■ YOUR INSTRUCTIONS
Copy each line of the entries that contains the word "雄楚大道BRT".
----
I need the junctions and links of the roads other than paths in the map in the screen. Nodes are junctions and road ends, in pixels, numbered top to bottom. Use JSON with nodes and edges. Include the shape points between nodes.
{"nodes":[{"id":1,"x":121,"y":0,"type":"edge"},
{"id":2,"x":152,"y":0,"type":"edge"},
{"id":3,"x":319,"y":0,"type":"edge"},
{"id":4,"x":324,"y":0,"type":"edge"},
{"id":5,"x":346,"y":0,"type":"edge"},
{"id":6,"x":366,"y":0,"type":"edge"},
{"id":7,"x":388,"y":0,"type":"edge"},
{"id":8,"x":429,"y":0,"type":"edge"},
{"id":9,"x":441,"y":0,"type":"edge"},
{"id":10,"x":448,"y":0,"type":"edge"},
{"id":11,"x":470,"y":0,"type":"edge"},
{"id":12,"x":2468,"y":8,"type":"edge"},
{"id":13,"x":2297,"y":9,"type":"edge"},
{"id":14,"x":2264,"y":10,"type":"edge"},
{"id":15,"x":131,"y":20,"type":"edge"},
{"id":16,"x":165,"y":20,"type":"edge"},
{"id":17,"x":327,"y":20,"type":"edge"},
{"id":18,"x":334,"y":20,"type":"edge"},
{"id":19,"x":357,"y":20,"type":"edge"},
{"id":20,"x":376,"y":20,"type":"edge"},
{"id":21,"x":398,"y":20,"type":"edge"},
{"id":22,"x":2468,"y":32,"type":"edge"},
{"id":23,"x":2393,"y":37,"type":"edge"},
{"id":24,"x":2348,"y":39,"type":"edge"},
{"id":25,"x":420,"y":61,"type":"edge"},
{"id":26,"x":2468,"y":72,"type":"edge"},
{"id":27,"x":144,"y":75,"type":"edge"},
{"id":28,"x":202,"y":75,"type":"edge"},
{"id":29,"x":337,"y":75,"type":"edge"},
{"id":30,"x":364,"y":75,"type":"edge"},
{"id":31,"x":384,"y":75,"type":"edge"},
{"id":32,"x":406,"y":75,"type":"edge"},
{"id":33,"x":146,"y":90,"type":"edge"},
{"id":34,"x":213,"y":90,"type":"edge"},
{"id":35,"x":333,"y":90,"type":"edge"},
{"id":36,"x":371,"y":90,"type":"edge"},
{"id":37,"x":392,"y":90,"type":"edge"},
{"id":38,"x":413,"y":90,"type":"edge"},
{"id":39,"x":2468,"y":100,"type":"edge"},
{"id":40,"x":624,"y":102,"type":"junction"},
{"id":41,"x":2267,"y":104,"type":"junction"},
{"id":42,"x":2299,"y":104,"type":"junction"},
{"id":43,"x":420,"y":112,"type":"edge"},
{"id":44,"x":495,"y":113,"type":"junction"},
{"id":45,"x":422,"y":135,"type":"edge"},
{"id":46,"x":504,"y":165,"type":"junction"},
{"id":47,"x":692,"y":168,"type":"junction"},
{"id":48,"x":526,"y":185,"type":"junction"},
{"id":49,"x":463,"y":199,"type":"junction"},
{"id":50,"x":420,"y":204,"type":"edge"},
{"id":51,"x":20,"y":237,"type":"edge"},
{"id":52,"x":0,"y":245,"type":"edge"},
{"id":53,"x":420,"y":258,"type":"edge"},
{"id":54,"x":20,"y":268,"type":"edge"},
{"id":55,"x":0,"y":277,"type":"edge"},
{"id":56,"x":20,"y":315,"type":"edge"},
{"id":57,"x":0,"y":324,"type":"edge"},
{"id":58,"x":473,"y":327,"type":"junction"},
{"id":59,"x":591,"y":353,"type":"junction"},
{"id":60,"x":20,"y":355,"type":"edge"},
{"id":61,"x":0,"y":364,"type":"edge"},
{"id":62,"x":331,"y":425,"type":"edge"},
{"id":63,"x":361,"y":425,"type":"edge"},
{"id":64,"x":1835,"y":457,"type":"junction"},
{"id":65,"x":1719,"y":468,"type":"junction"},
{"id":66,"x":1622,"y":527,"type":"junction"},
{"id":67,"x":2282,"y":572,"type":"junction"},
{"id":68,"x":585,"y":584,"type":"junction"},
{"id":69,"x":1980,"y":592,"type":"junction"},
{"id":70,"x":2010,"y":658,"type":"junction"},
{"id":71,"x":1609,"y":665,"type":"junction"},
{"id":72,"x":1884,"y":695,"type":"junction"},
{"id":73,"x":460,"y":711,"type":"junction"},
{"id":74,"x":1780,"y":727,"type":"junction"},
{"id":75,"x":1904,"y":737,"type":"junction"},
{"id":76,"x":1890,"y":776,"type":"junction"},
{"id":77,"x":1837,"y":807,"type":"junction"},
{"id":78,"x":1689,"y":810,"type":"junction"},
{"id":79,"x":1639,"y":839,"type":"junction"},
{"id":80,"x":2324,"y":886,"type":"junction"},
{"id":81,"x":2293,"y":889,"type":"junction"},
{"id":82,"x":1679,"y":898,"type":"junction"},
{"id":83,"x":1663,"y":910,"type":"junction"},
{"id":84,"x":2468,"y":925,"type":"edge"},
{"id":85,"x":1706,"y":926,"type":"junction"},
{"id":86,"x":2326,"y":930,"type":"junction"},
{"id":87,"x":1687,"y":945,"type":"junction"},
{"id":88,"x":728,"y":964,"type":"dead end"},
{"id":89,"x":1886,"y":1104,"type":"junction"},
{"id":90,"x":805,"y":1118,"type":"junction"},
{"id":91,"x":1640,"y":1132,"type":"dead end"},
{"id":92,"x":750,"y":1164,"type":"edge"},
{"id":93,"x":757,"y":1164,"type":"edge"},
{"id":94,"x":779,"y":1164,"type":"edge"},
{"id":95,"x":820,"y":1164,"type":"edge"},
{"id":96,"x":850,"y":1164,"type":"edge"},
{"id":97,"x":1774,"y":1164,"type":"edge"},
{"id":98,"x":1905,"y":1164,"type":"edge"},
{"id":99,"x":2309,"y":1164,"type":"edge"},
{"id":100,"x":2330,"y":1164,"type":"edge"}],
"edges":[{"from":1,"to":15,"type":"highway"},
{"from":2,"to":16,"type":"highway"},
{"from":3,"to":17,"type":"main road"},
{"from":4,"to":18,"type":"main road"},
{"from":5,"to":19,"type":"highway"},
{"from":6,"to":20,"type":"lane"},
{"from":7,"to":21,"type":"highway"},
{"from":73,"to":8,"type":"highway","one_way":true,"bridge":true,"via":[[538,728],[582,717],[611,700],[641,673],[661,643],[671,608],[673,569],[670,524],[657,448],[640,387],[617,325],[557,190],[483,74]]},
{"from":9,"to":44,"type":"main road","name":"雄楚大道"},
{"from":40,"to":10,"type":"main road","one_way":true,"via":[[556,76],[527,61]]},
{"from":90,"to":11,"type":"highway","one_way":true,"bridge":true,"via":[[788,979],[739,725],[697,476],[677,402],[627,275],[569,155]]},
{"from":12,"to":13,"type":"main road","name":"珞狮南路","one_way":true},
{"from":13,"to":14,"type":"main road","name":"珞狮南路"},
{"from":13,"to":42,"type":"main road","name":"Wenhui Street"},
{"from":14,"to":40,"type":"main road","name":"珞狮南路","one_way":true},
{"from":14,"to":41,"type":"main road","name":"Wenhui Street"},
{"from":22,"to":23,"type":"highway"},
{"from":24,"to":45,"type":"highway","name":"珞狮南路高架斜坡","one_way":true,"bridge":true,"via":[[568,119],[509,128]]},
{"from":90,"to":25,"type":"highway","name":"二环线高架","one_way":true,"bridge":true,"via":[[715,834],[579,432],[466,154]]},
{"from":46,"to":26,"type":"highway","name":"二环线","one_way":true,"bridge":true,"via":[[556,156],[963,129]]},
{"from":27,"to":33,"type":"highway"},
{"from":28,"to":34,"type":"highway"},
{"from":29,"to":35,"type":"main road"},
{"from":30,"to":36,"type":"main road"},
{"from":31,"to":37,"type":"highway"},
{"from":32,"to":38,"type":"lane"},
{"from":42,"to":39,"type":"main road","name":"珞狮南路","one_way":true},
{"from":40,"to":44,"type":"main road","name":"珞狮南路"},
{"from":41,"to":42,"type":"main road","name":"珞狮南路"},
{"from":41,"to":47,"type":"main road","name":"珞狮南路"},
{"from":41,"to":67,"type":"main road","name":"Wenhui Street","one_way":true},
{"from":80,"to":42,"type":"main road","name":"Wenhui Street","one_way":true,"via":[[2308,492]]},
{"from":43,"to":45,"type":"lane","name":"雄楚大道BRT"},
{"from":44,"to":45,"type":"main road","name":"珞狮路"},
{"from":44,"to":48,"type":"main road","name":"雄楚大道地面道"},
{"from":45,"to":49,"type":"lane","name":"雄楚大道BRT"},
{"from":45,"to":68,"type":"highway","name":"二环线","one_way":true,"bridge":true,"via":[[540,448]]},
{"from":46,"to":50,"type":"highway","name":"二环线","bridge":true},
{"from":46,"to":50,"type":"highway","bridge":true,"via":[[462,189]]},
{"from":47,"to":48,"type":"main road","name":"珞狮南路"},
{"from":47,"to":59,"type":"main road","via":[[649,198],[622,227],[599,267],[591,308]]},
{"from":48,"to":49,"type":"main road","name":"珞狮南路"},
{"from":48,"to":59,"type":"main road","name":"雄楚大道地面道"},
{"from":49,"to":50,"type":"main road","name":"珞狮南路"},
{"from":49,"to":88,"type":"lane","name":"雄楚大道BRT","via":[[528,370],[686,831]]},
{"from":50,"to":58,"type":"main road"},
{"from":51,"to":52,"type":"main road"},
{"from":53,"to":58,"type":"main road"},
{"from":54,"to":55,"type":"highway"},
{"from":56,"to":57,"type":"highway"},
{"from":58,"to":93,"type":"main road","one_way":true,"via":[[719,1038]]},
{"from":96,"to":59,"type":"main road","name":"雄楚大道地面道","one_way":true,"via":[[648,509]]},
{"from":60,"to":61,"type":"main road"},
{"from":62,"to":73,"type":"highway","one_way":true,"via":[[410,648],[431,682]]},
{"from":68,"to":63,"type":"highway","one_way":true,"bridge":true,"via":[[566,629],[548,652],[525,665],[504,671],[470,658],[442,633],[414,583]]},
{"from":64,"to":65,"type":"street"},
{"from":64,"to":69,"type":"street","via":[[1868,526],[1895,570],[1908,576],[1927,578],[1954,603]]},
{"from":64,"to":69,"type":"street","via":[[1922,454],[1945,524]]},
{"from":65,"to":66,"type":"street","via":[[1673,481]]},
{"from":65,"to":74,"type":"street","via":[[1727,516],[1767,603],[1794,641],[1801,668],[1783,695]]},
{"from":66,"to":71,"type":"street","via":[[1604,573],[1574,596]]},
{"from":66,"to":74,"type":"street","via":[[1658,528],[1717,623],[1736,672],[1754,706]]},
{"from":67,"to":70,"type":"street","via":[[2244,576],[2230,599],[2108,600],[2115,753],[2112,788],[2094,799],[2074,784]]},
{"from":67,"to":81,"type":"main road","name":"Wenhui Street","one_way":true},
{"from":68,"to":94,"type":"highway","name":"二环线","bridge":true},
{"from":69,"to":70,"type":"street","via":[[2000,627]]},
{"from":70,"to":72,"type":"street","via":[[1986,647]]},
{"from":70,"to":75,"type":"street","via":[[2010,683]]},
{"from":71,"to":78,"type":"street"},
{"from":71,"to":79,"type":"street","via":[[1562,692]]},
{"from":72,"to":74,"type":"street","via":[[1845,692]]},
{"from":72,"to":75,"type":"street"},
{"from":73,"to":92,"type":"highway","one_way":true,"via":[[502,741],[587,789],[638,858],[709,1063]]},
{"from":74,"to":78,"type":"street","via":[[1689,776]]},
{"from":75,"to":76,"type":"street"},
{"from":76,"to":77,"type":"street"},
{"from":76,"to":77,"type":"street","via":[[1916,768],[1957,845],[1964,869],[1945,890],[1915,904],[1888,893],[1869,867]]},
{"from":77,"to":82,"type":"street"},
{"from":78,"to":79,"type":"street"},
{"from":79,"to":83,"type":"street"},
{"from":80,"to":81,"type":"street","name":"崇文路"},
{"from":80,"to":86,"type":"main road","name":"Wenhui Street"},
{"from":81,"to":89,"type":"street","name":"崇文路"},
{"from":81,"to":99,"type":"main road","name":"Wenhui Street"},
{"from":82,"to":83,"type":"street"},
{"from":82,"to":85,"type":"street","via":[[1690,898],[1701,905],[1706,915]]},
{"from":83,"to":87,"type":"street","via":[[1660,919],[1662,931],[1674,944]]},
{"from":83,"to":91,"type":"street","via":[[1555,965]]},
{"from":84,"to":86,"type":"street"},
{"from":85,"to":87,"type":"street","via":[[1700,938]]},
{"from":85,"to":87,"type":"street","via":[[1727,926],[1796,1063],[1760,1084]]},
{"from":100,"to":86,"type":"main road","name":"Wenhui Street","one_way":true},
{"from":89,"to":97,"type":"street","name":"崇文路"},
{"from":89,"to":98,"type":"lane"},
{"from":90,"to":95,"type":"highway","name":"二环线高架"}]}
----
■ SOLUTION TO THIS EXERCISE
{"from":43,"to":45,"type":"lane","name":"雄楚大道BRT"},
{"from":45,"to":49,"type":"lane","name":"雄楚大道BRT"},
{"from":49,"to":88,"type":"lane","name":"雄楚大道BRT","via":[[528,370],[686,831]]},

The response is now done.